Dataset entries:
▬▬▬▬▬▬▬▬▬▬

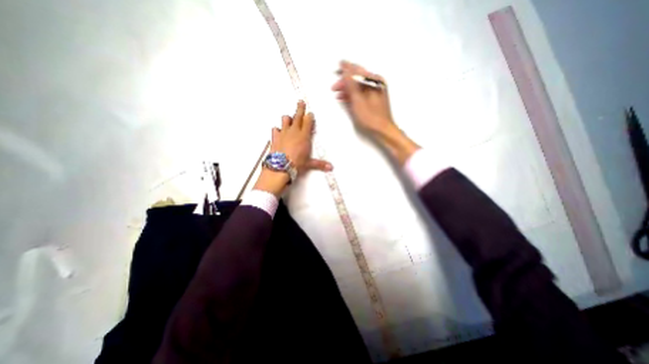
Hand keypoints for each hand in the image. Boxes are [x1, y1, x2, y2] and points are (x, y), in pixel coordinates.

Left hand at [253, 101, 331, 197]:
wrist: (281, 166)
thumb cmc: (297, 163)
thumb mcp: (309, 163)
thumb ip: (320, 164)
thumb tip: (331, 167)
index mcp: (304, 136)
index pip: (308, 121)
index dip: (309, 116)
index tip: (310, 113)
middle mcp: (294, 131)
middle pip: (297, 116)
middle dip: (300, 108)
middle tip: (301, 102)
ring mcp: (283, 133)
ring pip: (285, 119)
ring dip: (288, 119)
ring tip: (289, 119)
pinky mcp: (275, 137)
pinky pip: (275, 129)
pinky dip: (277, 130)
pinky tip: (278, 132)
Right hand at [331, 61, 417, 165]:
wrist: (383, 130)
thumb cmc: (371, 117)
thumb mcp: (358, 101)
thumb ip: (351, 85)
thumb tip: (346, 69)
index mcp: (374, 81)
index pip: (357, 70)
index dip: (346, 69)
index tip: (338, 64)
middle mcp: (376, 83)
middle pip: (358, 78)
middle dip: (345, 81)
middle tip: (334, 87)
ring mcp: (376, 91)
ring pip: (359, 86)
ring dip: (348, 89)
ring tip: (338, 94)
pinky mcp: (375, 98)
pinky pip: (362, 92)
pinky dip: (353, 94)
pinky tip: (346, 99)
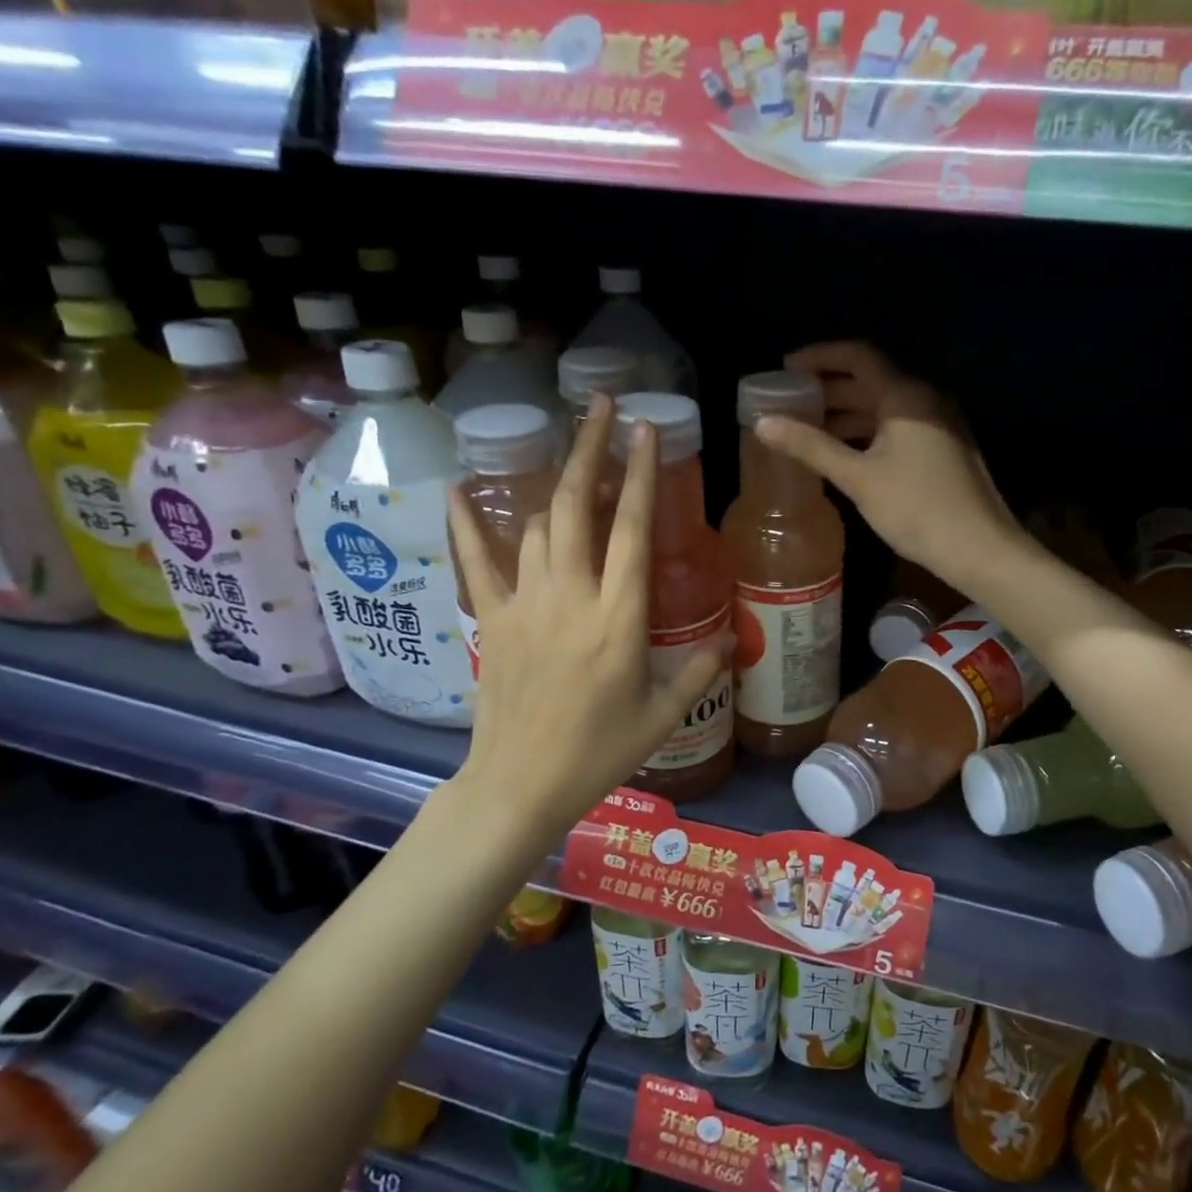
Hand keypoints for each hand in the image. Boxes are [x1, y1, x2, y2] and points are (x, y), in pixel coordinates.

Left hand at [441, 395, 721, 853]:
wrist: (520, 785)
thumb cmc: (599, 753)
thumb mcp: (663, 715)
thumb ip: (701, 670)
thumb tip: (734, 639)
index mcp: (619, 619)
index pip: (632, 531)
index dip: (641, 475)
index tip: (645, 430)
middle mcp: (571, 598)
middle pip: (578, 507)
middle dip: (590, 449)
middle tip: (602, 406)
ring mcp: (524, 605)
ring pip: (538, 526)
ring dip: (559, 489)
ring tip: (576, 465)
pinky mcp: (492, 620)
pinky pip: (476, 561)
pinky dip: (466, 524)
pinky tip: (458, 488)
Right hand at [753, 342, 1023, 585]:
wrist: (979, 548)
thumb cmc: (916, 508)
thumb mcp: (858, 477)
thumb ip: (811, 446)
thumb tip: (764, 423)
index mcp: (905, 396)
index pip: (857, 357)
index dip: (819, 357)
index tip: (785, 368)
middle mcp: (925, 401)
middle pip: (870, 382)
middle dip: (828, 390)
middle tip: (789, 403)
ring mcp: (938, 426)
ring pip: (883, 409)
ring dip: (846, 415)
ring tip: (807, 431)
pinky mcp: (943, 451)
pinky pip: (897, 430)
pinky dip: (867, 434)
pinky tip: (844, 455)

▬▬▬▬▬▬▬▬▬▬

### Exercise
In the copy, include exactly the lines from the one with "pinky dip: (277, 130)" through the final line of the entries above, both ends counted, and no pictures.

### Response below
pinky dip: (277, 130)
pinky tip: (278, 132)
Right hand at [331, 61, 417, 165]:
wrist: (383, 130)
thumb cmc: (371, 117)
thumb mcp: (358, 101)
thumb ip: (351, 85)
thumb tip: (346, 69)
index mcp: (374, 81)
index pip: (357, 70)
index dip: (346, 69)
index tip: (338, 64)
middle mcp: (376, 83)
middle pip: (358, 78)
middle dip: (345, 81)
middle tip: (334, 87)
ring mcp: (376, 91)
ring pip: (359, 86)
ring dip: (348, 89)
ring tip: (338, 94)
pinky mcp: (375, 98)
pinky pip: (362, 92)
pinky dip: (353, 94)
pinky tip: (346, 99)
Hand keypoints for each hand in the image. Boxes are [x1, y1, x2, y2] and points are (x, y), in pixel coordinates.

Left hand at [441, 395, 721, 853]:
wrist: (520, 785)
thumb cmc: (599, 753)
thumb mcp: (663, 715)
thumb ip: (701, 670)
thumb tip: (734, 639)
index mcp: (619, 619)
index pip: (632, 531)
index dip: (641, 475)
index tip: (645, 430)
middle mcp: (571, 598)
middle pip: (578, 507)
middle dip: (590, 449)
middle tip: (602, 406)
ring mcp: (524, 605)
ring pip: (538, 526)
ring dip: (559, 489)
ring tip: (576, 465)
pinky mcp: (492, 620)
pinky pip: (476, 561)
pinky dip: (466, 524)
pinky tip: (458, 488)
Right hand at [753, 342, 1023, 585]:
wrist: (979, 548)
thumb cmc: (916, 508)
thumb mcp: (858, 477)
thumb ip: (811, 446)
thumb tip: (764, 423)
index mcp: (905, 396)
index pip: (857, 357)
index dip: (819, 357)
index tip: (785, 368)
middle mcp: (925, 401)
middle pip: (870, 382)
middle dip: (828, 390)
middle tip: (789, 403)
ring mcp: (938, 426)
ring pip: (883, 409)
ring dip: (846, 415)
ring tip: (807, 431)
pinky mcp: (943, 451)
pinky pip: (897, 430)
pinky dip: (867, 434)
pinky tip: (844, 455)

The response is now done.